Action item: Write the entries out again exactly; any picture among them gets left out.

Dataset entries
──────────────────────────────
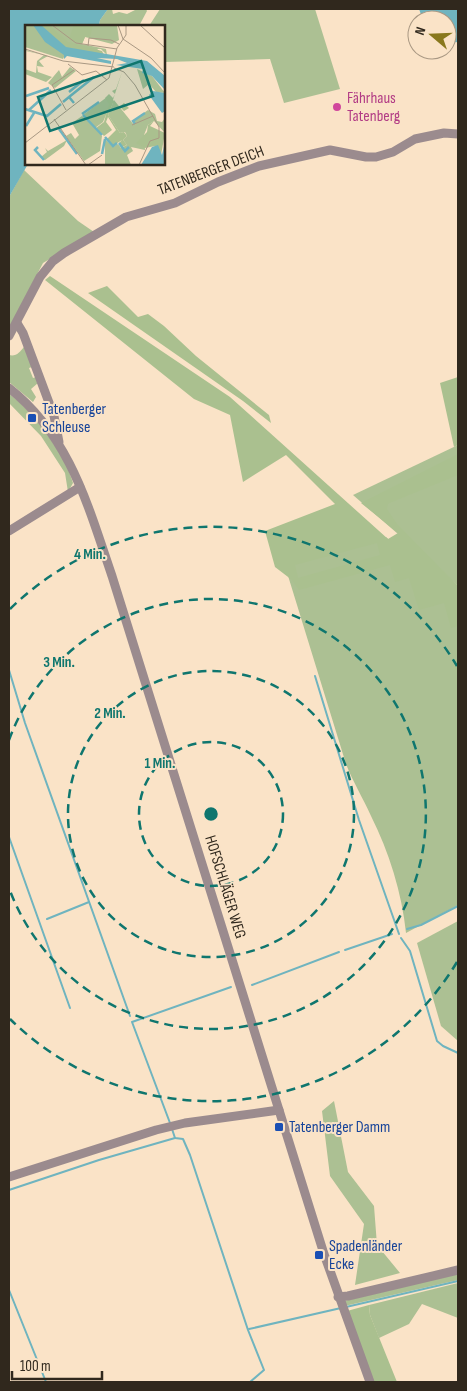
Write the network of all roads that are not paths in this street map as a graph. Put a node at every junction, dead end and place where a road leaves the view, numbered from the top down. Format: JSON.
{"nodes":[{"id":1,"x":458,"y":134,"type":"edge"},
{"id":2,"x":17,"y":323,"type":"junction"},
{"id":3,"x":9,"y":336,"type":"edge"},
{"id":4,"x":9,"y":388,"type":"edge"},
{"id":5,"x":60,"y":445,"type":"junction"},
{"id":6,"x":80,"y":487,"type":"junction"},
{"id":7,"x":9,"y":531,"type":"edge"},
{"id":8,"x":279,"y":1110,"type":"junction"},
{"id":9,"x":9,"y":1177,"type":"edge"},
{"id":10,"x":458,"y":1270,"type":"edge"},
{"id":11,"x":341,"y":1304,"type":"junction"},
{"id":12,"x":370,"y":1382,"type":"edge"}],
"edges":[{"from":1,"to":2,"type":"street","name":"TATENBERGER DEICH"},
{"from":2,"to":3,"type":"street","name":"TATENBERGER DEICH"},
{"from":2,"to":5,"type":"street"},
{"from":4,"to":5,"type":"street"},
{"from":5,"to":6,"type":"street","name":"HOFSCHLÄGER WEG"},
{"from":6,"to":7,"type":"street"},
{"from":6,"to":8,"type":"street","name":"HOFSCHLÄGER WEG"},
{"from":8,"to":9,"type":"street"},
{"from":8,"to":11,"type":"street","name":"HOFSCHLÄGER WEG"},
{"from":10,"to":11,"type":"street"},
{"from":11,"to":12,"type":"street","name":"HOFSCHLÄGER WEG"}]}
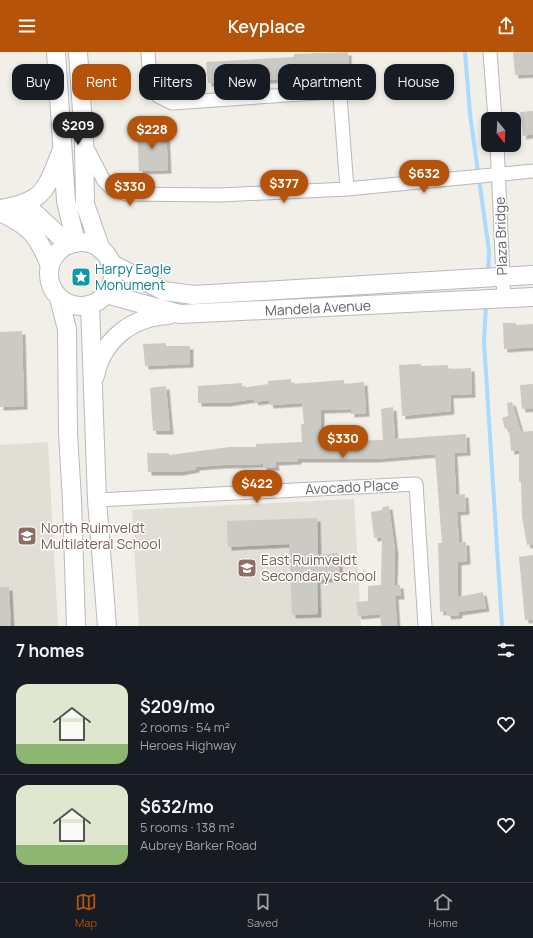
──────────────────────────────
Answer:
Write the network of all roads that are not paths in this street map as a graph. Put a node at every junction, dead end and place where a road leaves the view, numbered from the top down. Format: JSON.
{"nodes":[{"id":1,"x":458,"y":134,"type":"edge"},
{"id":2,"x":17,"y":323,"type":"junction"},
{"id":3,"x":9,"y":336,"type":"edge"},
{"id":4,"x":9,"y":388,"type":"edge"},
{"id":5,"x":60,"y":445,"type":"junction"},
{"id":6,"x":80,"y":487,"type":"junction"},
{"id":7,"x":9,"y":531,"type":"edge"},
{"id":8,"x":279,"y":1110,"type":"junction"},
{"id":9,"x":9,"y":1177,"type":"edge"},
{"id":10,"x":458,"y":1270,"type":"edge"},
{"id":11,"x":341,"y":1304,"type":"junction"},
{"id":12,"x":370,"y":1382,"type":"edge"}],
"edges":[{"from":1,"to":2,"type":"street","name":"TATENBERGER DEICH"},
{"from":2,"to":3,"type":"street","name":"TATENBERGER DEICH"},
{"from":2,"to":5,"type":"street"},
{"from":4,"to":5,"type":"street"},
{"from":5,"to":6,"type":"street","name":"HOFSCHLÄGER WEG"},
{"from":6,"to":7,"type":"street"},
{"from":6,"to":8,"type":"street","name":"HOFSCHLÄGER WEG"},
{"from":8,"to":9,"type":"street"},
{"from":8,"to":11,"type":"street","name":"HOFSCHLÄGER WEG"},
{"from":10,"to":11,"type":"street"},
{"from":11,"to":12,"type":"street","name":"HOFSCHLÄGER WEG"}]}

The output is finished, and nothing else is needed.